À peine entré dans la chambre, je me suis reposé. La climatisation fonctionnait tellement bien que j'avais presque froid. Aujourd'hui je dois retrouver une amie qui s'appelle Fah, donc j'ai fait une sieste jusqu'au rendez‑vous à 19h.
Soirée avec Fah — hot‑pot et les ruines d'Ayutthaya
Je fais une sieste, prends une douche et me prépare. Fah vient me chercher à l'hôtel. Le fait qu'elle vienne spécialement après le travail, je trouve ça classe. En sortant, je ne la voyais pas, mais elle a crié «Kota !» et je l'ai tout de suite repérée.
À ma grande surprise, elle était venue en voiture.

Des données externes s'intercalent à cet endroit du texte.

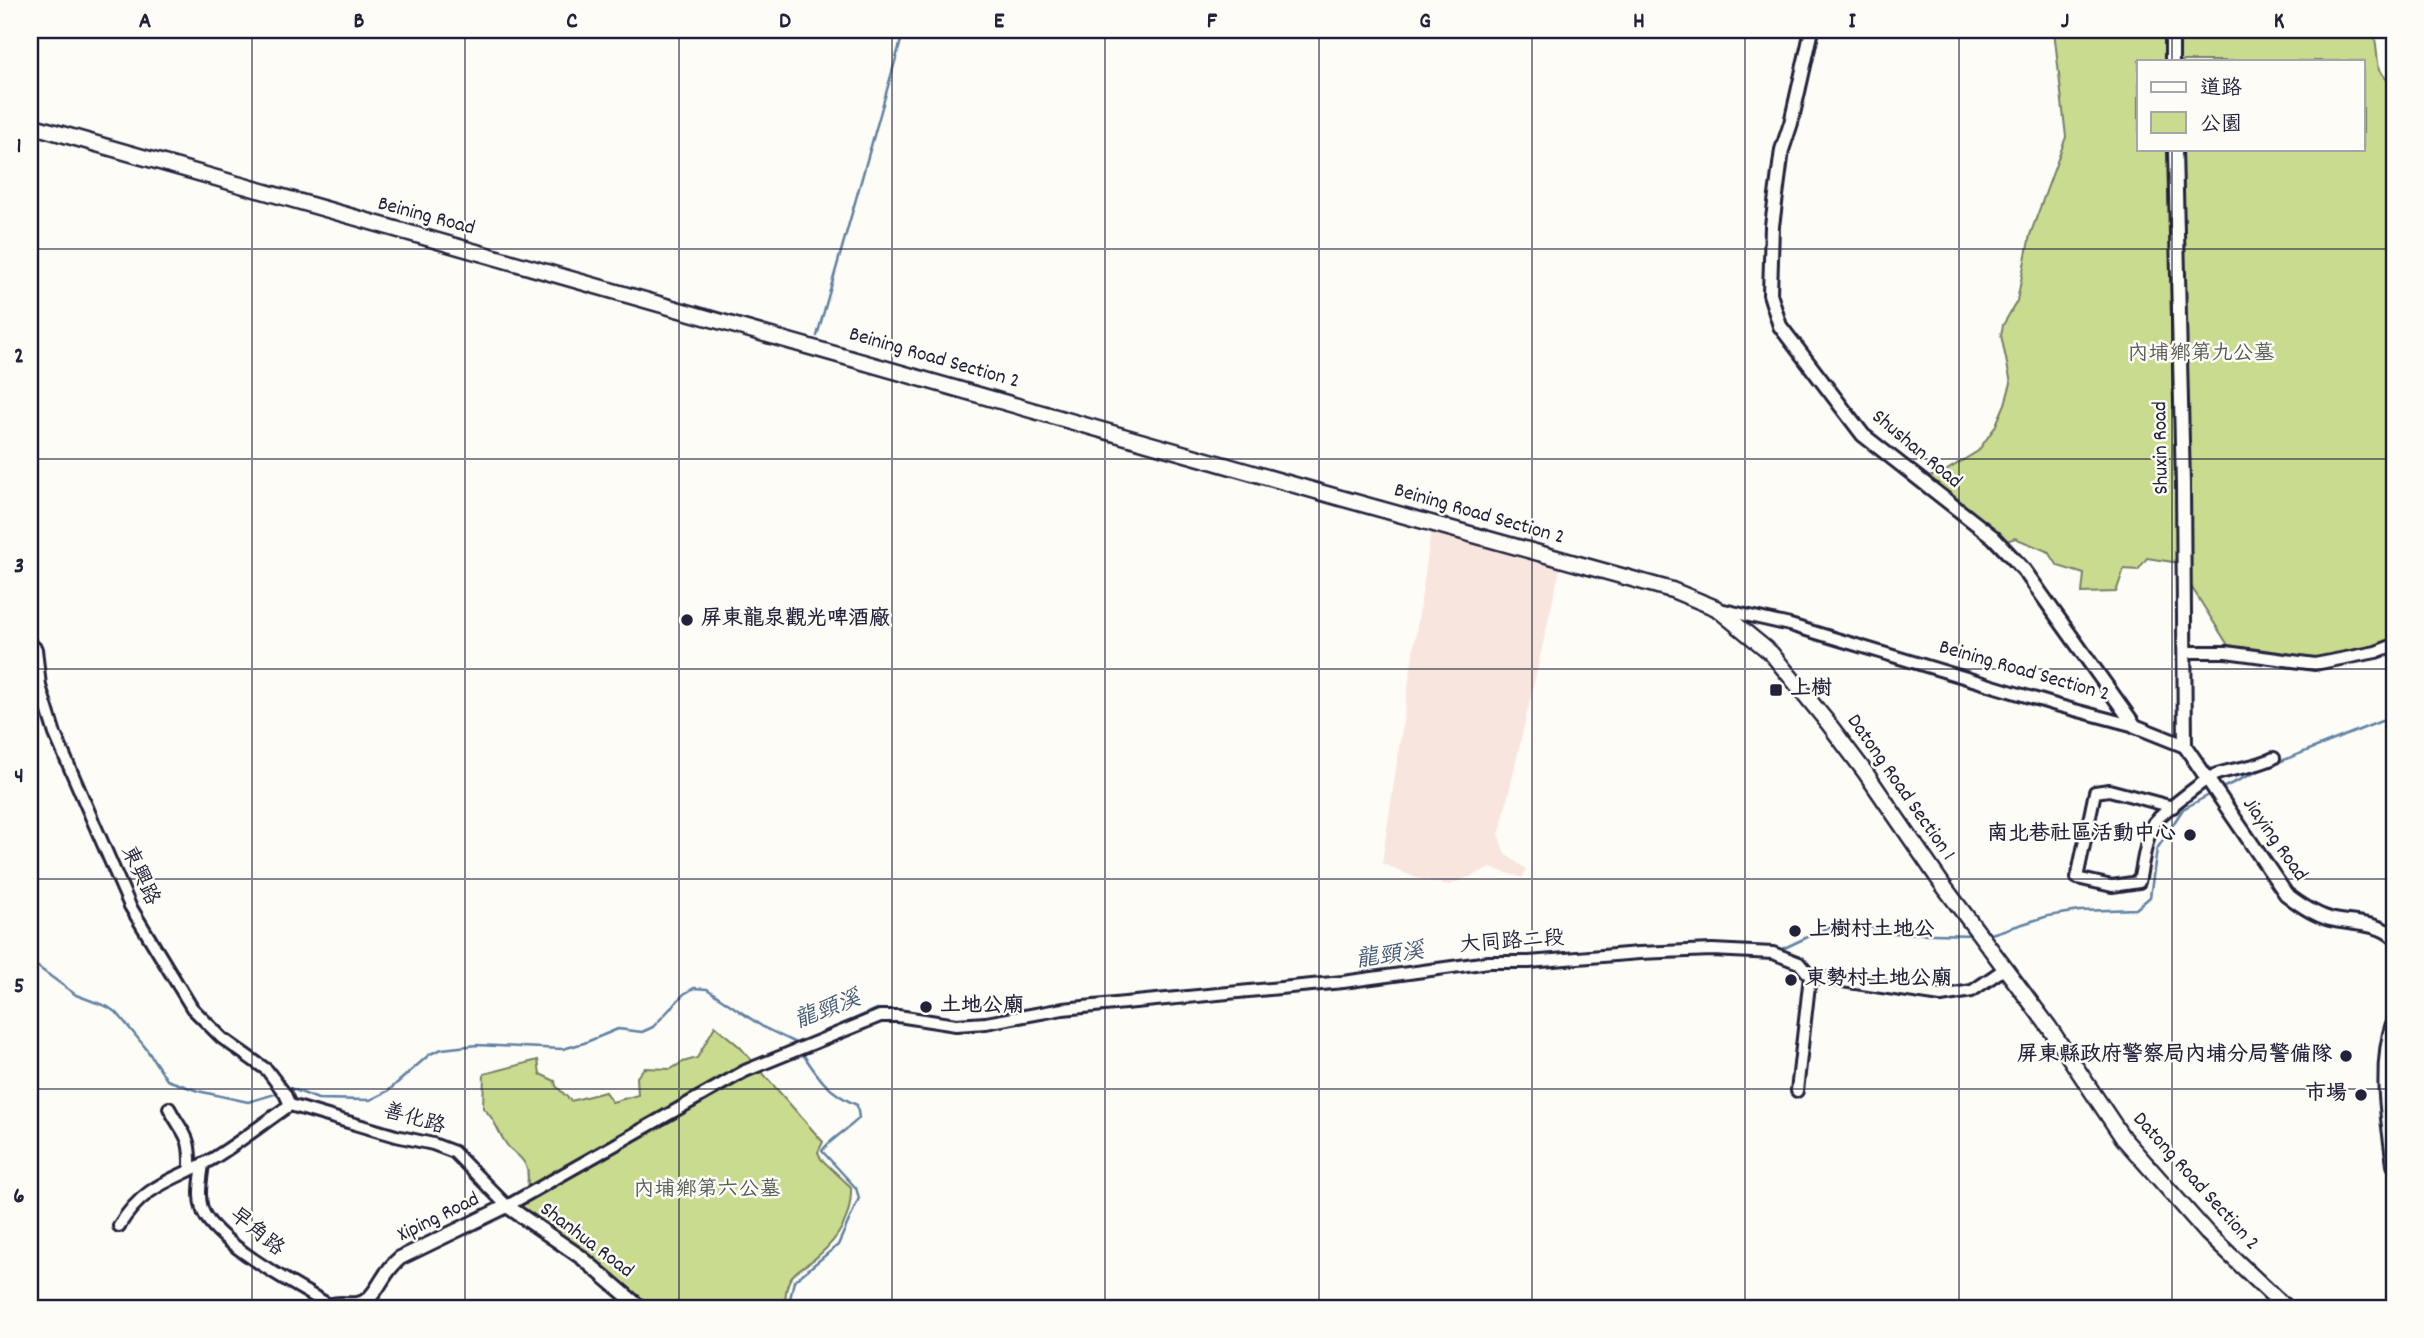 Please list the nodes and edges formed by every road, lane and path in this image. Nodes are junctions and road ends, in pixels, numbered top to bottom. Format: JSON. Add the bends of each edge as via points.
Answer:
{"nodes":[{"id":1,"x":1812,"y":30,"type":"edge"},
{"id":2,"x":2172,"y":30,"type":"edge"},
{"id":3,"x":2172,"y":60,"type":"edge"},
{"id":4,"x":30,"y":125,"type":"edge"},
{"id":5,"x":2175,"y":150,"type":"edge"},
{"id":6,"x":811,"y":346,"type":"joint"},
{"id":7,"x":1716,"y":608,"type":"junction"},
{"id":8,"x":30,"y":643,"type":"edge"},
{"id":9,"x":2394,"y":645,"type":"edge"},
{"id":10,"x":2185,"y":652,"type":"junction"},
{"id":11,"x":2135,"y":726,"type":"junction"},
{"id":12,"x":2185,"y":746,"type":"junction"},
{"id":13,"x":2274,"y":758,"type":"dead end"},
{"id":14,"x":2213,"y":787,"type":"junction"},
{"id":15,"x":2173,"y":807,"type":"junction"},
{"id":16,"x":1980,"y":935,"type":"joint"},
{"id":17,"x":2394,"y":937,"type":"edge"},
{"id":18,"x":2004,"y":969,"type":"junction"},
{"id":19,"x":1810,"y":976,"type":"junction"},
{"id":20,"x":2394,"y":1020,"type":"edge"},
{"id":21,"x":1797,"y":1091,"type":"dead end"},
{"id":22,"x":290,"y":1105,"type":"junction"},
{"id":23,"x":169,"y":1108,"type":"dead end"},
{"id":24,"x":203,"y":1164,"type":"junction"},
{"id":25,"x":2394,"y":1165,"type":"edge"},
{"id":26,"x":190,"y":1169,"type":"junction"},
{"id":27,"x":507,"y":1206,"type":"junction"},
{"id":28,"x":119,"y":1226,"type":"dead end"},
{"id":29,"x":327,"y":1307,"type":"edge"},
{"id":30,"x":641,"y":1308,"type":"edge"},
{"id":31,"x":2287,"y":1308,"type":"edge"}],
"edges":[{"from":1,"to":11,"type":"street","name":"Shushan Road","via":[[1782,150],[1772,226],[1770,294],[1780,326],[1863,435],[1993,537],[2024,570]]},
{"from":2,"to":3,"type":"street"},
{"from":4,"to":6,"type":"main road","name":"Beining Road"},
{"from":5,"to":10,"type":"street","name":"Shuxin Road"},
{"from":6,"to":7,"type":"main road","name":"Beining Road Section 2","via":[[1672,590]]},
{"from":7,"to":11,"type":"street","name":"Beining Road Section 2","via":[[1804,629]]},
{"from":7,"to":16,"type":"main road","name":"Datong Road Section 1","via":[[1770,653],[1828,723]]},
{"from":8,"to":22,"type":"street","name":"東興路","via":[[36,649],[40,686],[55,734],[130,906],[192,1008],[222,1038],[267,1070]]},
{"from":9,"to":10,"type":"street","via":[[2315,664],[2227,652]]},
{"from":10,"to":12,"type":"street","name":"Shuxin Road"},
{"from":11,"to":12,"type":"street"},
{"from":12,"to":14,"type":"street","name":"Jiaying Road"},
{"from":13,"to":14,"type":"street","via":[[2257,767],[2217,774]]},
{"from":14,"to":15,"type":"street"},
{"from":14,"to":17,"type":"street","name":"Jiaying Road","via":[[2286,894],[2307,910],[2390,932]]},
{"from":15,"to":15,"type":"street","via":[[2154,822],[2139,882],[2112,886],[2077,878],[2095,792],[2109,790]]},
{"from":16,"to":18,"type":"main road","name":"Datong Road Section 2"},
{"from":18,"to":19,"type":"street","name":"大同路二段","via":[[1972,991],[1941,996]]},
{"from":18,"to":31,"type":"main road","name":"Datong Road Section 2","via":[[2123,1138],[2207,1233]]},
{"from":19,"to":21,"type":"street"},
{"from":19,"to":27,"type":"street","name":"大同路二段","via":[[1799,963],[1773,953],[1639,953],[1489,962],[1343,982],[1063,1009],[986,1023],[956,1025],[880,1016],[745,1071]]},
{"from":20,"to":25,"type":"street","via":[[2386,1110]]},
{"from":22,"to":24,"type":"street"},
{"from":22,"to":27,"type":"street","name":"善化路","via":[[454,1152]]},
{"from":23,"to":26,"type":"street","via":[[191,1146]]},
{"from":24,"to":26,"type":"street"},
{"from":24,"to":29,"type":"street","name":"早角路","via":[[200,1192],[205,1215],[225,1237]]},
{"from":26,"to":28,"type":"street","via":[[148,1192]]},
{"from":27,"to":29,"type":"street","name":"Xiping Road","via":[[400,1258],[387,1268],[367,1300]]},
{"from":27,"to":30,"type":"street","name":"Shanhua Road","via":[[581,1256]]}]}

Pour moi, c'était à 100 % sûr qu'elle viendrait en moto, donc j'ai vraiment été surpris.
Elle m'a emmené dans un restaurant local et nous avons mangé des plats du Nord‑Est d'Ayutthaya (Isan) : salade de papaye et un hot‑pot où l'on met viande et légumes pour les tremper dans la sauce. Fah a tout pris en charge : elle a versé l'eau, préparé le hot‑pot, attrapé les plats… J'ai eu un peu honte de ne rien avoir à faire.

Le hot‑pot était très bon. Presque identique au nabe au sésame japonais. Quant à la salade de papaye, c'était ma première fois ; bof — ni particulièrement bonne ni mauvaise.
Nous avons parlé de nos universités, du travail et de nos projets de séjour en Thaïlande. Fah a vécu dix ans à Chiang Mai et y a fait ses études, elle connaît la ville sur le bout des doigts. Elle m'a donné plein de recommandations de restaurants et d'hôtels. Vraiment une personne très serviable et gentille.
Elle m'a dit qu'elle venait au Japon en décembre et en parlait avec enthousiasme. Apparemment elle y est déjà allée environ cinq fois. Elle adore USJ, c'est d'ailleurs le principal objectif de ce voyage. Elle adore les montagnes russes. Je lui ai raconté que pendant mes études j'avais pris un pass annuel et y allais toutes les semaines, et on a parlé de l'aquarium Kaiyukan, de Kyoto et de Nara. Elle va passer le Nouvel An au Japon — parfait !

Après le dîner, elle m'a emmené faire un tour des ruines d'Ayutthaya. Elle nous a fait visiter doucement les sites proches en voiture, et j'ai beaucoup appris sur l'histoire d'Ayutthaya. De retour à l'hôtel, on s'est promis de se revoir demain et on s'est dit au revoir.
Fah est du genre à raisonner de manière très logique, et j'ai eu l'impression d'avoir rencontré encore une personne intéressante.